This is Lew Margolis.

As Attorney Kenneth Wainstein begins the latest next investigation of the impact of big-time sports on UNC, I’d like to offer two suggestions. First, refrain from using the term “student-athlete,” because this term does not clarify, it only adds confusion to the investigations and discussions that you are about to undertake. Why? Ample, excellent scholarship has shown that the term “student-athlete” is a creation of the NCAA in order to deny the students who play sports the benefits that conventionally flow to workers injured on the job – that is, worker’s compensation. If university athletes are “students” and not “workers” then magically, the legal employment obligations disappear, even when they sustain career-ending injuries to their knees or brains. For sure, we have students who are athletes, but the term “student-athlete” does them and us harm. In a university, I am sure we would all agree that a rigorous investigation should use precise and accurate language.

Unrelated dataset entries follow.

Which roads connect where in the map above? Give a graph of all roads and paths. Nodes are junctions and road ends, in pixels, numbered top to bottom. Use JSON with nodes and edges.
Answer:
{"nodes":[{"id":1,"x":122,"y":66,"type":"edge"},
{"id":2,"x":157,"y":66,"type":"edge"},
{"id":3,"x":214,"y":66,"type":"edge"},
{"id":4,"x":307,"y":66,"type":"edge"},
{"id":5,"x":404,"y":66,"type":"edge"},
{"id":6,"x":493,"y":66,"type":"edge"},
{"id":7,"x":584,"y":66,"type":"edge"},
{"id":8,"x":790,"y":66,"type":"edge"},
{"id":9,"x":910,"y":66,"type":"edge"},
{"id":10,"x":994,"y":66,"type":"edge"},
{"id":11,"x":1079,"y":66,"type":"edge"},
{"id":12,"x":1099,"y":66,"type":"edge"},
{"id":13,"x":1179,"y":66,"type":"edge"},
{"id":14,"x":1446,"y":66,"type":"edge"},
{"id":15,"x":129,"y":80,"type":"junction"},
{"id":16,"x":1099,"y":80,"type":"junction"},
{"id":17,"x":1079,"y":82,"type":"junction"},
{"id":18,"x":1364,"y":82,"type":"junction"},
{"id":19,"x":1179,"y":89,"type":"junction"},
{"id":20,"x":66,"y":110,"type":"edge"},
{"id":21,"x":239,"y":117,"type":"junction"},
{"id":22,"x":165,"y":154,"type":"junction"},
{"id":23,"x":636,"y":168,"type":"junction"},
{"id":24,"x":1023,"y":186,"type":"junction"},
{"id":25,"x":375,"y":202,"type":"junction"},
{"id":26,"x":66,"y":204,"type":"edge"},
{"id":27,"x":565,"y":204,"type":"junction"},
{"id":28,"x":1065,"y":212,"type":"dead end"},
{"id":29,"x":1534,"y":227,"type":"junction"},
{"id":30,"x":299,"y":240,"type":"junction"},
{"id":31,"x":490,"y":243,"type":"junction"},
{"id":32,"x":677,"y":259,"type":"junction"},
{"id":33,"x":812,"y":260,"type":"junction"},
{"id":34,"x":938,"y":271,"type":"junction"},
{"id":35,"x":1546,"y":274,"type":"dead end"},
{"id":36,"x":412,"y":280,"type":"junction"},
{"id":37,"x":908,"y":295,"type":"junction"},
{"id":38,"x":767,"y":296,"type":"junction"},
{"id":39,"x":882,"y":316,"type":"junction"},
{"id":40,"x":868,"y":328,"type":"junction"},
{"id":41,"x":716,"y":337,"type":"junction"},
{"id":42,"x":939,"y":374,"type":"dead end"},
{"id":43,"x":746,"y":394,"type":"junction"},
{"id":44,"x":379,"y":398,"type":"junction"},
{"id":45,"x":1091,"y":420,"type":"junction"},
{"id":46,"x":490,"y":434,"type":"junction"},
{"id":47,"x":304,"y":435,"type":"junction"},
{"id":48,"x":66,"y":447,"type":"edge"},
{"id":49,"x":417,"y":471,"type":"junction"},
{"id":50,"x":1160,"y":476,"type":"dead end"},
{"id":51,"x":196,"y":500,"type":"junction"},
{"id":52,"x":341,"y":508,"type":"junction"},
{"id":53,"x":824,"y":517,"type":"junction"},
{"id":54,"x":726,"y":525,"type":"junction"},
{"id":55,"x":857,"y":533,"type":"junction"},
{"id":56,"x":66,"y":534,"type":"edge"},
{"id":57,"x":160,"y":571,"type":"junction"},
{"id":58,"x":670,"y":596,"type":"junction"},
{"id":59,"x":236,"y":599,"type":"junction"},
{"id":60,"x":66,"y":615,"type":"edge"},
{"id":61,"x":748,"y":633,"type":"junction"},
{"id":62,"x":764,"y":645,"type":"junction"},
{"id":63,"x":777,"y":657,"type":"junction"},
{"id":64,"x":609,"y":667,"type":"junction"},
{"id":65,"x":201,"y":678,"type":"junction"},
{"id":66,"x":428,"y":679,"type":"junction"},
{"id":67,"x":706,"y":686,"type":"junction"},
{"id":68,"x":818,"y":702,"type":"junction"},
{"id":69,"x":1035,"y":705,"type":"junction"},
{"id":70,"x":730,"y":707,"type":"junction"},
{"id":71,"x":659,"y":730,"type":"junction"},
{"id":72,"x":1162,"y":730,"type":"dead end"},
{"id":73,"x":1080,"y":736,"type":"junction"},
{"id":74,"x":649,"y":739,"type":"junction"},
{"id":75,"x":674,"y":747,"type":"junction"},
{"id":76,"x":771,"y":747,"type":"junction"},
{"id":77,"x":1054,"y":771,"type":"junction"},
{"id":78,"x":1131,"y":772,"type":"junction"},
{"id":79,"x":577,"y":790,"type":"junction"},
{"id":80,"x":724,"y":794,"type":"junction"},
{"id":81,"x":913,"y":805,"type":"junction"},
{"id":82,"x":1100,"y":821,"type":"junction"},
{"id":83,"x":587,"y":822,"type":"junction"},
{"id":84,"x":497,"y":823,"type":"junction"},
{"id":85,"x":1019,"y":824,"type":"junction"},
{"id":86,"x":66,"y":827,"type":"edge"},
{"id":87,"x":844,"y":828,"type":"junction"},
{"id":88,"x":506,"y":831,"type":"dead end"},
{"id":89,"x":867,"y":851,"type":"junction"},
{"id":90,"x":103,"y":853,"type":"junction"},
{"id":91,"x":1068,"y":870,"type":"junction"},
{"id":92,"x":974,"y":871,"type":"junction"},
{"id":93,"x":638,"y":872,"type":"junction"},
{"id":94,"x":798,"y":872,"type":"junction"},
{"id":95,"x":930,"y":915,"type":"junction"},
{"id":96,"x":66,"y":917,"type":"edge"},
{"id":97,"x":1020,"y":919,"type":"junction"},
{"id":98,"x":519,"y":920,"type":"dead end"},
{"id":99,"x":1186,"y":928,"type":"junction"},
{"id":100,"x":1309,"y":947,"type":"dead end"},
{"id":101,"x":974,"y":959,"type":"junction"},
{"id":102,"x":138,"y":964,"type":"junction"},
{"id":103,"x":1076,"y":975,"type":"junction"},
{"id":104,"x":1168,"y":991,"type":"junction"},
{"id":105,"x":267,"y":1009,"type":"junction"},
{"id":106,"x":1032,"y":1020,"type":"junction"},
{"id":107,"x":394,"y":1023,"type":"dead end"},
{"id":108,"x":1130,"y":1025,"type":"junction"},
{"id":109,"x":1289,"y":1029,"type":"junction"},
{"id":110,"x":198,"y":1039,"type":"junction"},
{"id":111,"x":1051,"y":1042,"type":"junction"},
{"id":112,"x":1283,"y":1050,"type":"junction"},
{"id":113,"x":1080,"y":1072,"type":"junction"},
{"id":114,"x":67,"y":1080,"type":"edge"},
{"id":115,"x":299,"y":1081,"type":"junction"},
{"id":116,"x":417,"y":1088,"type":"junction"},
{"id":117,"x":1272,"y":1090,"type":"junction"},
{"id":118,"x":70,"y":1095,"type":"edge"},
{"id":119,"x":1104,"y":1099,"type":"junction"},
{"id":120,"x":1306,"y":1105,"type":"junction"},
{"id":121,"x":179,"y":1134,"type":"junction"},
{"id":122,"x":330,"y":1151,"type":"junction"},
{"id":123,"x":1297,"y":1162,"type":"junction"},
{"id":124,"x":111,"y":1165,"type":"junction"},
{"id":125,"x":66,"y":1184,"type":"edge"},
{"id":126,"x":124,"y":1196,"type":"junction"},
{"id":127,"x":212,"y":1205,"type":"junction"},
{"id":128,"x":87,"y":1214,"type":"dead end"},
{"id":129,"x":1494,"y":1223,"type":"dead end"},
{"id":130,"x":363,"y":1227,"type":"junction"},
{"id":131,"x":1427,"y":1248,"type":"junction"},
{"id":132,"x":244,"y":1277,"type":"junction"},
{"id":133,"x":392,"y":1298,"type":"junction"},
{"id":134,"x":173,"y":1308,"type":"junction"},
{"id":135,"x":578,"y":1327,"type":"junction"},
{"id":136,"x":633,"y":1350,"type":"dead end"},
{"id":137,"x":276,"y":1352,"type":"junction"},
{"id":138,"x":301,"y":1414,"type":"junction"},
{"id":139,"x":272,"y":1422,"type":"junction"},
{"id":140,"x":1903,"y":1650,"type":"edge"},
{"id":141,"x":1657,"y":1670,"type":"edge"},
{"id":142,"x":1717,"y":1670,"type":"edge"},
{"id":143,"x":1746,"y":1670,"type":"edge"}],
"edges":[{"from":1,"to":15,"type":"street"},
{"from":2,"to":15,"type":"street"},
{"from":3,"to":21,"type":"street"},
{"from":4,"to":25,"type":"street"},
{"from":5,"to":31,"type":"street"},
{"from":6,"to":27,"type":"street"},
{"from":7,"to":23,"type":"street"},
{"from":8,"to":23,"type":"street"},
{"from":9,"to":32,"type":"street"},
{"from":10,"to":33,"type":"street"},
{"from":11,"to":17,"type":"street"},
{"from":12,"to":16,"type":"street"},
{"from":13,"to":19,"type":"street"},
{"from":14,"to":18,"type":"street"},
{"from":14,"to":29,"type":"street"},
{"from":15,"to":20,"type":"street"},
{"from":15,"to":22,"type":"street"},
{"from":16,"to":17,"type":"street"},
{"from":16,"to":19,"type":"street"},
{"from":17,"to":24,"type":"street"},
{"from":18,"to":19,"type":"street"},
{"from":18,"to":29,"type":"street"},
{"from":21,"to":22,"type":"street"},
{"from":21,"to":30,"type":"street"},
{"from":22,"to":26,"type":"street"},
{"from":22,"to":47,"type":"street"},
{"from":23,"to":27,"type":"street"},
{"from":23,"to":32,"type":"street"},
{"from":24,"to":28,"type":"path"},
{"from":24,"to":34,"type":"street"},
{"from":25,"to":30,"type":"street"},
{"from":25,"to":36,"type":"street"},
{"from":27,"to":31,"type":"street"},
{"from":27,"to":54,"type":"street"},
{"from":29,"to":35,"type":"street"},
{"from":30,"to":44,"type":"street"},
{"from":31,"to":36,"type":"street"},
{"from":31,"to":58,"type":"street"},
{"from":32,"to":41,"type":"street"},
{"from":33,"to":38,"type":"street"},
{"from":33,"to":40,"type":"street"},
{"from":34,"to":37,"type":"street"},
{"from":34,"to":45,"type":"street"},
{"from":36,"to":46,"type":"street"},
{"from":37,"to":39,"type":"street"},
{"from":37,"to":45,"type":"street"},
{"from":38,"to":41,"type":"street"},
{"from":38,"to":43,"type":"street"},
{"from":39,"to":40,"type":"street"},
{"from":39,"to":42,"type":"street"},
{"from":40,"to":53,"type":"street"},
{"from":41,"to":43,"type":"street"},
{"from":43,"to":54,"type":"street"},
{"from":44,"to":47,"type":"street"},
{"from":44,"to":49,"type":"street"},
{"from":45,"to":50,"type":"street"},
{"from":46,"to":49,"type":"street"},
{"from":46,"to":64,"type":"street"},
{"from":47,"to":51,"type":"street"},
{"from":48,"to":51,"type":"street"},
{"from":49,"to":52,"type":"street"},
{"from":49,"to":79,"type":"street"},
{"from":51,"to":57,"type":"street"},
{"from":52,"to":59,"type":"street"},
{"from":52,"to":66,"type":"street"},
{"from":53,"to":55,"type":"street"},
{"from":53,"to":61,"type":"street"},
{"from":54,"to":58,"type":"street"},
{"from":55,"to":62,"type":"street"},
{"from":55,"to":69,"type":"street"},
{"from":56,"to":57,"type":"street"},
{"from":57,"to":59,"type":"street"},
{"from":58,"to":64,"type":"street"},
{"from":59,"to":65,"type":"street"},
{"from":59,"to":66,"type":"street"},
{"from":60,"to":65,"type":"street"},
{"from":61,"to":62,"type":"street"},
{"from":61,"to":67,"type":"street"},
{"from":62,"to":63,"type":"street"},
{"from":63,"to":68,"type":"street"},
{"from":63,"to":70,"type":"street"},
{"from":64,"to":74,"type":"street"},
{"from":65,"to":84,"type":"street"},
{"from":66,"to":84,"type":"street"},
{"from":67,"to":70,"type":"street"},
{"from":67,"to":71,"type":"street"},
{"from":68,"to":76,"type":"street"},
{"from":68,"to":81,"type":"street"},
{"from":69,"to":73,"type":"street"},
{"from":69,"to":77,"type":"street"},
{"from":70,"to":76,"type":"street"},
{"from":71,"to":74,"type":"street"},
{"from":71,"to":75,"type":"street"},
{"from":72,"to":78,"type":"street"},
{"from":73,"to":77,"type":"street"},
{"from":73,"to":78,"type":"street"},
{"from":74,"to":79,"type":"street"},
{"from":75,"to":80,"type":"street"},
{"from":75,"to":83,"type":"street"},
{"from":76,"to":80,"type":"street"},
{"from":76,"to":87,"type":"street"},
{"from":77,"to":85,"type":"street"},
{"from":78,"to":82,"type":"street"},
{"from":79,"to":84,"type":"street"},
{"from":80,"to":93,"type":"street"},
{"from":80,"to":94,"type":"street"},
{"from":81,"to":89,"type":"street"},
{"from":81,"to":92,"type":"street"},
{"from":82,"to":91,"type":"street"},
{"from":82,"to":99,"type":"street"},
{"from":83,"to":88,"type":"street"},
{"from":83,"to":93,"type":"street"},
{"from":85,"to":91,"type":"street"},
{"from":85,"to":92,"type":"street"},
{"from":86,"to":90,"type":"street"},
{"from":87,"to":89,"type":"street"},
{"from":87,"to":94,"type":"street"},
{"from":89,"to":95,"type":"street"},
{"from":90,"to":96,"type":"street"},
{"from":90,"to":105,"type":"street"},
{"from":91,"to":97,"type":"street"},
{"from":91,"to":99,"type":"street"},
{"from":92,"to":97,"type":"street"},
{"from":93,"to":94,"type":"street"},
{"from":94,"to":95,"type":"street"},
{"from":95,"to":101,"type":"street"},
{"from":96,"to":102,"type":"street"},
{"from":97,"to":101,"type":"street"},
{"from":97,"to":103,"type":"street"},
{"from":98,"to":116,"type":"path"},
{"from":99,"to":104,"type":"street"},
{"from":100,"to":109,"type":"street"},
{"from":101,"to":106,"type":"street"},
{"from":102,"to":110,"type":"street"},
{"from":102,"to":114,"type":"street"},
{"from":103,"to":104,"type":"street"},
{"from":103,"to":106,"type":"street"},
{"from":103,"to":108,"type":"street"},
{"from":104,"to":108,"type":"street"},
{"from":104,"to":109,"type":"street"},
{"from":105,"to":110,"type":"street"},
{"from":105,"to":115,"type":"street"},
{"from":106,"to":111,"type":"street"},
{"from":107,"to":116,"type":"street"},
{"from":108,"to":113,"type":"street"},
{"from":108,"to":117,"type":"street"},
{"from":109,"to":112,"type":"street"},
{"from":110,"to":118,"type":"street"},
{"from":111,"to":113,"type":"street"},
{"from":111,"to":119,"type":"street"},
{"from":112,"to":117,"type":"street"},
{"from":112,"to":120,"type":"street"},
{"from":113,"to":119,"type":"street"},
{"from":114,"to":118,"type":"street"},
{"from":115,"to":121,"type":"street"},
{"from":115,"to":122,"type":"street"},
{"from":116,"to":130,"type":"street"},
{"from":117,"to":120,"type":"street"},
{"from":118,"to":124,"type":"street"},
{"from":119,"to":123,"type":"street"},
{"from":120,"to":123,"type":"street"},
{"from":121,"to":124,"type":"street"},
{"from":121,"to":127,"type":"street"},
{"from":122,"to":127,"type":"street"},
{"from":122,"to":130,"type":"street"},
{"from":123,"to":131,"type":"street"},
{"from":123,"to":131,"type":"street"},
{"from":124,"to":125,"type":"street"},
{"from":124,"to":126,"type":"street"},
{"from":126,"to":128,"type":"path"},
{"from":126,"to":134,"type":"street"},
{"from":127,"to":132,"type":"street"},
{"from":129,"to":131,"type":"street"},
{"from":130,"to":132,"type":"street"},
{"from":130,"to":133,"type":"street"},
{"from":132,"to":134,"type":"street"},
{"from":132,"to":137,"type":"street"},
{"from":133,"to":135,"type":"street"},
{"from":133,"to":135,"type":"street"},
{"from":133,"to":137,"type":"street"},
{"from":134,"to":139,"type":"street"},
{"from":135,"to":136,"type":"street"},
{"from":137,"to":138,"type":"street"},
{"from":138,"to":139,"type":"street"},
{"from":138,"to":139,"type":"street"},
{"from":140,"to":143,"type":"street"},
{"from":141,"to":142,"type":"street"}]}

Second, remember that Willie Sutton robbed banks because that’s where the money was. The academic compromises made by UNC and virtually every other Division 1 school almost exclusively involve the revenue or profit sports of football and men’s basketball. Among UNC’s 800 or so athletes, there are, without question, many outstanding students. There are certainly excellent students who play football and basketball, but it’s clear to all who look that the likelihood of finding athletes where academic compromises have been made is disproportionately greater in these two sports. There are many reasons for this, but one stands out: the allure of a major professional sports contract. Although the odds are small of striking the jackpot with a professional contract, too many students in the revenue sports are encouraged and enabled to keep their eye on that jackpot, beginning long before college. Students who play lacrosse or volleyball or engage in gymnastics or swimming do not have those professional chances. Consequently, they are more inclined to take full advantage of the educational opportunities of this university, to become well-prepared to lead and serve others after leaving Chapel Hill.

Mr. Wainstein, please don’t use the term “student-athlete,” and don’t go down the many misleading paths in the world of college sports; focus your efforts on football and men’s basketball.